Work to be completed ▸ Give back the whole listing below exactly.

-*-

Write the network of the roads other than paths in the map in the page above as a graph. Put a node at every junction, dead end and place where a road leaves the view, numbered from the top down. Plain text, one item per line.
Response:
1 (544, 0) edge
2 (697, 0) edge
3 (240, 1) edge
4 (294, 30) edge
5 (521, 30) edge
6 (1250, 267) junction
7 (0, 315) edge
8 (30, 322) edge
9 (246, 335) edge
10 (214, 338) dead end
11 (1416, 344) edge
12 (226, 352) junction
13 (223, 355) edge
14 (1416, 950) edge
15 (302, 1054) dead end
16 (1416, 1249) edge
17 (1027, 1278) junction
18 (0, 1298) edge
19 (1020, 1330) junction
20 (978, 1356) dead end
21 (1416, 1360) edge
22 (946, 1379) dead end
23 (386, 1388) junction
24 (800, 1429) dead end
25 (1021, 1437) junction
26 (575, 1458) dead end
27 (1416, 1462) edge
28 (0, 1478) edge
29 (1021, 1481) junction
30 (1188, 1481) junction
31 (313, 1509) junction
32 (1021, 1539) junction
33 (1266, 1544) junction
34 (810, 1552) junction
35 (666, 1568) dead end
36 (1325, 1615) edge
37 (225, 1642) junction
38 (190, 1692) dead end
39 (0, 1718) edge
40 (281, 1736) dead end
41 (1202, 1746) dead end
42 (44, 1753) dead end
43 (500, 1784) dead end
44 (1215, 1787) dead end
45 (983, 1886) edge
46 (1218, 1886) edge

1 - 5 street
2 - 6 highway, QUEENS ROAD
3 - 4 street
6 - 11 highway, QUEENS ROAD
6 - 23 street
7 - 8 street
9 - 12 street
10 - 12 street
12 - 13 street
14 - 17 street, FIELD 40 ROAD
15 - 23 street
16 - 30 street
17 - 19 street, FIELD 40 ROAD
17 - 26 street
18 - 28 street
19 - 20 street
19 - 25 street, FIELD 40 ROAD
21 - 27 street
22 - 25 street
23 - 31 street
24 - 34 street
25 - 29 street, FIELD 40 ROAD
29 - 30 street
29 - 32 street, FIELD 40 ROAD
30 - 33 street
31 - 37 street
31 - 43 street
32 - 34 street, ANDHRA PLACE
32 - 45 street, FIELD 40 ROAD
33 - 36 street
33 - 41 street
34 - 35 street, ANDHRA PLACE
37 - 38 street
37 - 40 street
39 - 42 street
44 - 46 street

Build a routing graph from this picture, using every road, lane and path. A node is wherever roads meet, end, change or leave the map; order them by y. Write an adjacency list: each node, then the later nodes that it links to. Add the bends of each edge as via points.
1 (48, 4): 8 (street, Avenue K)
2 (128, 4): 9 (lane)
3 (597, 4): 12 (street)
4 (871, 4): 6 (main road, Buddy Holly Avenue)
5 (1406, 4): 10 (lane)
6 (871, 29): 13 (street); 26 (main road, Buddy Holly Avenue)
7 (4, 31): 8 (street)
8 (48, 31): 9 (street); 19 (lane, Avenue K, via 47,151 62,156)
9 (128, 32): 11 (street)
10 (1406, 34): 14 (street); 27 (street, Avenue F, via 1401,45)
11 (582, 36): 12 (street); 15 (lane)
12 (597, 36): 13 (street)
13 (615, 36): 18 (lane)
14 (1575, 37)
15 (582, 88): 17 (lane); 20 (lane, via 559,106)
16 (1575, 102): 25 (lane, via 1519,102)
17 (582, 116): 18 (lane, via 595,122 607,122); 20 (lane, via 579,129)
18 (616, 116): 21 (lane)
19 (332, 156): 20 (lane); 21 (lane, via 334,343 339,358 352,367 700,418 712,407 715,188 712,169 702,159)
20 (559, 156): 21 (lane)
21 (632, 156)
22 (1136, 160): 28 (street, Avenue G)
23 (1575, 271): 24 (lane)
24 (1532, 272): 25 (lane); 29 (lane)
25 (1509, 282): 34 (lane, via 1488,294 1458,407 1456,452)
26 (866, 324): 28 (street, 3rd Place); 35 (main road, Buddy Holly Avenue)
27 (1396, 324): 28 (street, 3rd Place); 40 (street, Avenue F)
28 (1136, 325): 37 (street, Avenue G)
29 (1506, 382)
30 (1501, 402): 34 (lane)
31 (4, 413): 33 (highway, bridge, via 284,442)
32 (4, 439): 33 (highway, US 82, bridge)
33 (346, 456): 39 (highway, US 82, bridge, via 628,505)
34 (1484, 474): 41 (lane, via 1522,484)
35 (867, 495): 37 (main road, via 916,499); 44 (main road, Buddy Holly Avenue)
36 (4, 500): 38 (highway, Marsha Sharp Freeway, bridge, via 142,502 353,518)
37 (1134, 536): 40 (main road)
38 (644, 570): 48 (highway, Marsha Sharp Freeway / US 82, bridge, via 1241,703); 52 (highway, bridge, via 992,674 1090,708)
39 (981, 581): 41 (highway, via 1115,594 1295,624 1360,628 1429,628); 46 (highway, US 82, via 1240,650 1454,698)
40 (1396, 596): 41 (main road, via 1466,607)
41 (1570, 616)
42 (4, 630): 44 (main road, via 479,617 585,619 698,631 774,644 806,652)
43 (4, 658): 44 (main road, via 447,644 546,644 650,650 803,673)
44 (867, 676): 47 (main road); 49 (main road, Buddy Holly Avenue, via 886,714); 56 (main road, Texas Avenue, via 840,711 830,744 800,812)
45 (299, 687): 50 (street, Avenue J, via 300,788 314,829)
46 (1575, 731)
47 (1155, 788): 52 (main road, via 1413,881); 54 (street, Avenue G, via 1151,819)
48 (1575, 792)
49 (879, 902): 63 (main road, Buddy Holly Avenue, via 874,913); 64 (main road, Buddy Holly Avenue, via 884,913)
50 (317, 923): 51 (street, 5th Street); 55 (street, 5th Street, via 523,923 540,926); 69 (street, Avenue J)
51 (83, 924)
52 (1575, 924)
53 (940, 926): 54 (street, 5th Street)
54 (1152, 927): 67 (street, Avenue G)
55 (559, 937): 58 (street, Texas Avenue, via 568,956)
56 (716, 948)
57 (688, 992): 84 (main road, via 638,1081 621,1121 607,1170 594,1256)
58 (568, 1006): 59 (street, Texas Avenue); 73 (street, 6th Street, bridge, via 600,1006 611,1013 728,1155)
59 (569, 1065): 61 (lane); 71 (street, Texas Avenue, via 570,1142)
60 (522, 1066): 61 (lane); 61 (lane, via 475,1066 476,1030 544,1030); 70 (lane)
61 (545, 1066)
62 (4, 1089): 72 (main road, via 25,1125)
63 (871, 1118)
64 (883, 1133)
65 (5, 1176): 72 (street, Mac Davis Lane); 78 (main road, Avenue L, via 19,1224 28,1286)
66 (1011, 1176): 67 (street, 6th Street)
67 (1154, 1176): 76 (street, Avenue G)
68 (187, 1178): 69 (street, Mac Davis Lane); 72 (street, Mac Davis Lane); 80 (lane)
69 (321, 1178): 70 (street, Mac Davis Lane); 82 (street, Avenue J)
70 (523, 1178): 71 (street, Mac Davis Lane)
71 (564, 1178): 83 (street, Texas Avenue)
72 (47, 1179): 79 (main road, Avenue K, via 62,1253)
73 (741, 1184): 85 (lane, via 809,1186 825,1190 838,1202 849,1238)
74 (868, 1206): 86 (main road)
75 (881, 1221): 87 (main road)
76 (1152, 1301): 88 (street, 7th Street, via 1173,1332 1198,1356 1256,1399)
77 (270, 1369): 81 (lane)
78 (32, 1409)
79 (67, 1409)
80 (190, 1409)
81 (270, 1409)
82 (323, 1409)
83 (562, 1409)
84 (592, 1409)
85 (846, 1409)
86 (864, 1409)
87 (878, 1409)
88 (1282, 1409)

-*-

Exercise answer ▸
Write the network of the roads other than paths in the map in the page above as a graph. Put a node at every junction, dead end and place where a road leaves the view, numbered from the top down. Plain text, one item per line.
Response:
1 (544, 0) edge
2 (697, 0) edge
3 (240, 1) edge
4 (294, 30) edge
5 (521, 30) edge
6 (1250, 267) junction
7 (0, 315) edge
8 (30, 322) edge
9 (246, 335) edge
10 (214, 338) dead end
11 (1416, 344) edge
12 (226, 352) junction
13 (223, 355) edge
14 (1416, 950) edge
15 (302, 1054) dead end
16 (1416, 1249) edge
17 (1027, 1278) junction
18 (0, 1298) edge
19 (1020, 1330) junction
20 (978, 1356) dead end
21 (1416, 1360) edge
22 (946, 1379) dead end
23 (386, 1388) junction
24 (800, 1429) dead end
25 (1021, 1437) junction
26 (575, 1458) dead end
27 (1416, 1462) edge
28 (0, 1478) edge
29 (1021, 1481) junction
30 (1188, 1481) junction
31 (313, 1509) junction
32 (1021, 1539) junction
33 (1266, 1544) junction
34 (810, 1552) junction
35 (666, 1568) dead end
36 (1325, 1615) edge
37 (225, 1642) junction
38 (190, 1692) dead end
39 (0, 1718) edge
40 (281, 1736) dead end
41 (1202, 1746) dead end
42 (44, 1753) dead end
43 (500, 1784) dead end
44 (1215, 1787) dead end
45 (983, 1886) edge
46 (1218, 1886) edge

1 - 5 street
2 - 6 highway, QUEENS ROAD
3 - 4 street
6 - 11 highway, QUEENS ROAD
6 - 23 street
7 - 8 street
9 - 12 street
10 - 12 street
12 - 13 street
14 - 17 street, FIELD 40 ROAD
15 - 23 street
16 - 30 street
17 - 19 street, FIELD 40 ROAD
17 - 26 street
18 - 28 street
19 - 20 street
19 - 25 street, FIELD 40 ROAD
21 - 27 street
22 - 25 street
23 - 31 street
24 - 34 street
25 - 29 street, FIELD 40 ROAD
29 - 30 street
29 - 32 street, FIELD 40 ROAD
30 - 33 street
31 - 37 street
31 - 43 street
32 - 34 street, ANDHRA PLACE
32 - 45 street, FIELD 40 ROAD
33 - 36 street
33 - 41 street
34 - 35 street, ANDHRA PLACE
37 - 38 street
37 - 40 street
39 - 42 street
44 - 46 street

Build a routing graph from this picture, using every road, lane and path. A node is wherever roads meet, end, change or leave the map; order them by y. Write an adjacency list: each node, then the later nodes that it links to. Add the bends of each edge as via points.
1 (48, 4): 8 (street, Avenue K)
2 (128, 4): 9 (lane)
3 (597, 4): 12 (street)
4 (871, 4): 6 (main road, Buddy Holly Avenue)
5 (1406, 4): 10 (lane)
6 (871, 29): 13 (street); 26 (main road, Buddy Holly Avenue)
7 (4, 31): 8 (street)
8 (48, 31): 9 (street); 19 (lane, Avenue K, via 47,151 62,156)
9 (128, 32): 11 (street)
10 (1406, 34): 14 (street); 27 (street, Avenue F, via 1401,45)
11 (582, 36): 12 (street); 15 (lane)
12 (597, 36): 13 (street)
13 (615, 36): 18 (lane)
14 (1575, 37)
15 (582, 88): 17 (lane); 20 (lane, via 559,106)
16 (1575, 102): 25 (lane, via 1519,102)
17 (582, 116): 18 (lane, via 595,122 607,122); 20 (lane, via 579,129)
18 (616, 116): 21 (lane)
19 (332, 156): 20 (lane); 21 (lane, via 334,343 339,358 352,367 700,418 712,407 715,188 712,169 702,159)
20 (559, 156): 21 (lane)
21 (632, 156)
22 (1136, 160): 28 (street, Avenue G)
23 (1575, 271): 24 (lane)
24 (1532, 272): 25 (lane); 29 (lane)
25 (1509, 282): 34 (lane, via 1488,294 1458,407 1456,452)
26 (866, 324): 28 (street, 3rd Place); 35 (main road, Buddy Holly Avenue)
27 (1396, 324): 28 (street, 3rd Place); 40 (street, Avenue F)
28 (1136, 325): 37 (street, Avenue G)
29 (1506, 382)
30 (1501, 402): 34 (lane)
31 (4, 413): 33 (highway, bridge, via 284,442)
32 (4, 439): 33 (highway, US 82, bridge)
33 (346, 456): 39 (highway, US 82, bridge, via 628,505)
34 (1484, 474): 41 (lane, via 1522,484)
35 (867, 495): 37 (main road, via 916,499); 44 (main road, Buddy Holly Avenue)
36 (4, 500): 38 (highway, Marsha Sharp Freeway, bridge, via 142,502 353,518)
37 (1134, 536): 40 (main road)
38 (644, 570): 48 (highway, Marsha Sharp Freeway / US 82, bridge, via 1241,703); 52 (highway, bridge, via 992,674 1090,708)
39 (981, 581): 41 (highway, via 1115,594 1295,624 1360,628 1429,628); 46 (highway, US 82, via 1240,650 1454,698)
40 (1396, 596): 41 (main road, via 1466,607)
41 (1570, 616)
42 (4, 630): 44 (main road, via 479,617 585,619 698,631 774,644 806,652)
43 (4, 658): 44 (main road, via 447,644 546,644 650,650 803,673)
44 (867, 676): 47 (main road); 49 (main road, Buddy Holly Avenue, via 886,714); 56 (main road, Texas Avenue, via 840,711 830,744 800,812)
45 (299, 687): 50 (street, Avenue J, via 300,788 314,829)
46 (1575, 731)
47 (1155, 788): 52 (main road, via 1413,881); 54 (street, Avenue G, via 1151,819)
48 (1575, 792)
49 (879, 902): 63 (main road, Buddy Holly Avenue, via 874,913); 64 (main road, Buddy Holly Avenue, via 884,913)
50 (317, 923): 51 (street, 5th Street); 55 (street, 5th Street, via 523,923 540,926); 69 (street, Avenue J)
51 (83, 924)
52 (1575, 924)
53 (940, 926): 54 (street, 5th Street)
54 (1152, 927): 67 (street, Avenue G)
55 (559, 937): 58 (street, Texas Avenue, via 568,956)
56 (716, 948)
57 (688, 992): 84 (main road, via 638,1081 621,1121 607,1170 594,1256)
58 (568, 1006): 59 (street, Texas Avenue); 73 (street, 6th Street, bridge, via 600,1006 611,1013 728,1155)
59 (569, 1065): 61 (lane); 71 (street, Texas Avenue, via 570,1142)
60 (522, 1066): 61 (lane); 61 (lane, via 475,1066 476,1030 544,1030); 70 (lane)
61 (545, 1066)
62 (4, 1089): 72 (main road, via 25,1125)
63 (871, 1118)
64 (883, 1133)
65 (5, 1176): 72 (street, Mac Davis Lane); 78 (main road, Avenue L, via 19,1224 28,1286)
66 (1011, 1176): 67 (street, 6th Street)
67 (1154, 1176): 76 (street, Avenue G)
68 (187, 1178): 69 (street, Mac Davis Lane); 72 (street, Mac Davis Lane); 80 (lane)
69 (321, 1178): 70 (street, Mac Davis Lane); 82 (street, Avenue J)
70 (523, 1178): 71 (street, Mac Davis Lane)
71 (564, 1178): 83 (street, Texas Avenue)
72 (47, 1179): 79 (main road, Avenue K, via 62,1253)
73 (741, 1184): 85 (lane, via 809,1186 825,1190 838,1202 849,1238)
74 (868, 1206): 86 (main road)
75 (881, 1221): 87 (main road)
76 (1152, 1301): 88 (street, 7th Street, via 1173,1332 1198,1356 1256,1399)
77 (270, 1369): 81 (lane)
78 (32, 1409)
79 (67, 1409)
80 (190, 1409)
81 (270, 1409)
82 (323, 1409)
83 (562, 1409)
84 (592, 1409)
85 (846, 1409)
86 (864, 1409)
87 (878, 1409)
88 (1282, 1409)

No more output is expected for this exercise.